Without being able to utter a sound I burst into tears and shouted oh my gosh! Oh my gosh! My dad in tears through the phone said. I did it last night. I couldn't help but be awake all night knowing how upset you were that you were missing the wedding so I decided to look at flights. Your mom and I have been awake all night and couldn't wait for you to wake up. We think you are well enough to travel and come back Monday.
As you can imagine I cried and shouted and am still in shock.
Right now I am sitting in the Denver airport waiting to board my flight to Houston. From there I go to Guatemala City.
Yesterday I arranged for a private driver to take me to Antiqua so I can drop my luggage at her hotel and walk in on the cocktail rehearsal. (I have all the details from my original itinerary). I can barely type this without crying thinking about seeing my best friends face. Having no idea I am on my.Yesterday my mom helped me try on my bridesmaid dress that I had already dry cleaned) and in a plastic bag. Scared it would not fit because of my surgery, we were fully prepared to go to Macy's at midnight should need. (Lucky for us today is Black Friday). I told my mom I didn't care if I wore a sheet. I just wanted to be there. But alas my dress fit perfectly.
So you can imagine my excitement. This morning my mom was my salon, stylist plucking my eyebrows and painting my nails while I made sure I had everything I needed.
Pickup writing in Houston:
I just looked at some more pictures that the girls have taken from today. I can't even look at them without a grin. Last night I told Stephanie's mom via text, so she was aware that I am coming. Just in case I am delayed or I had trouble with transportation. Her messages in response made me Cry. Happy tears of course.
I leave here in two hours. I am feeling a bit drowsy and tired so am going to rest my feet for a bit. I have carried on my bag only so that as soon as I land I can head straight for customs and meet my driver to arrive in Guatemala. I just want to scream in excitement :)

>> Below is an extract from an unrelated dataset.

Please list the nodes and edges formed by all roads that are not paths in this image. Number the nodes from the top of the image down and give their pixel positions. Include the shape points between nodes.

A funny tidbit, Stephanie had sent me my bridesmaid present to open tonight (while they open there gifts in Guatemala). Well I decided I would open mine yesterday so I could pack it with me. I am sending her a picture right now of me opening it. Saying thank you and that I love it. Of course she will think the picture is taken right now. Me in my basement :) hehehe if she only knew.I am on my plane leaving now.... Finally. A slight delay and I thought I would jump through the cockpit and tell them we have to go now because I am surprising my friends. Praying for a quicker flight :) and speedy customs. As well that my driver is prompt and out waiting for me.
Writing this morning:I just woke up next to Stephanie. and wished her a happy wedding day. When I landed in Guatemala City I ran through the airport (best I could). I was one of the first through customs. Once I found my driver I got in his car explained the occasion. He said he would drive faster than normal. In true nascar fashion, I arrived in 20 minutes instead of the 45 minutes. The driver unable to pull in front of the hotel said I am sorry miss you must walk. I said it's ok and darted off.

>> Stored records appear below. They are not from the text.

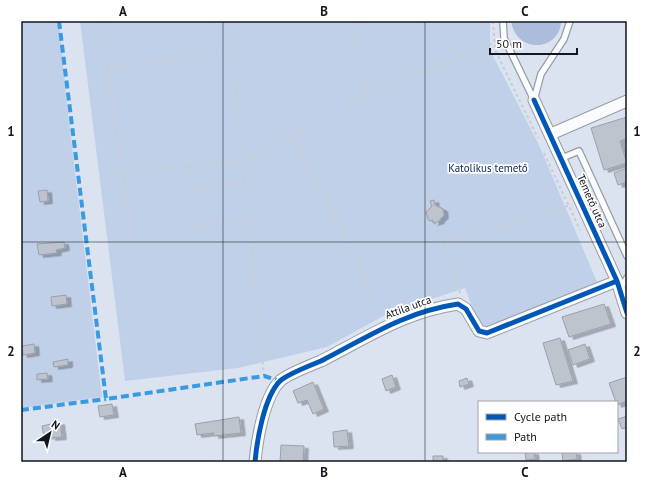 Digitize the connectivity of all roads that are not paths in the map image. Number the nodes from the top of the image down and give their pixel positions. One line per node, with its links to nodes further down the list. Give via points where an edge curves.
1 (503, 21): 3 (lane, Temető utca, via 504,38)
2 (570, 21): 3 (lane, via 564,39 541,74)
3 (534, 100): 5 (street, Temető utca)
4 (627, 101): 5 (street)
5 (551, 134): 6 (street, Temető utca)
6 (562, 158): 7 (lane, via 579,151); 8 (street, Temető utca)
7 (627, 256)
8 (621, 283): 9 (street, Temető utca); 10 (street, Attila utca, via 487,333 478,331 466,309 458,304 433,307 379,329 280,381 270,399 257,437)
9 (627, 313)
10 (255, 462)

Upon walking in the hotel Stephanie's mom, the Holloways and Christie Lee's parents were standing there. We screamed and cried. Sheri said Stephanie is in her room so she would take me up there. I stayed back behind her, and waited behind this pole. Sheri said Stephanie come out I have something to show you. As she walked closely, I came around the corner and without words we both just hugged and cried. A few oh my gosh but mostly tears.
From there I walked to the room where my friends from high school are staying. They opened the door and looked at Stephanie and noticed me standing behind her. Then words of oh my gosh and I can't believe you're here. I cried and said I know .... me too.
I am going to stop there because I need to shower because I have a wedding to get ready for. Prayers for a day of feeling well (even if I watch from the dance floor) and for just being present here.....
Sometimes you just really do have to show up.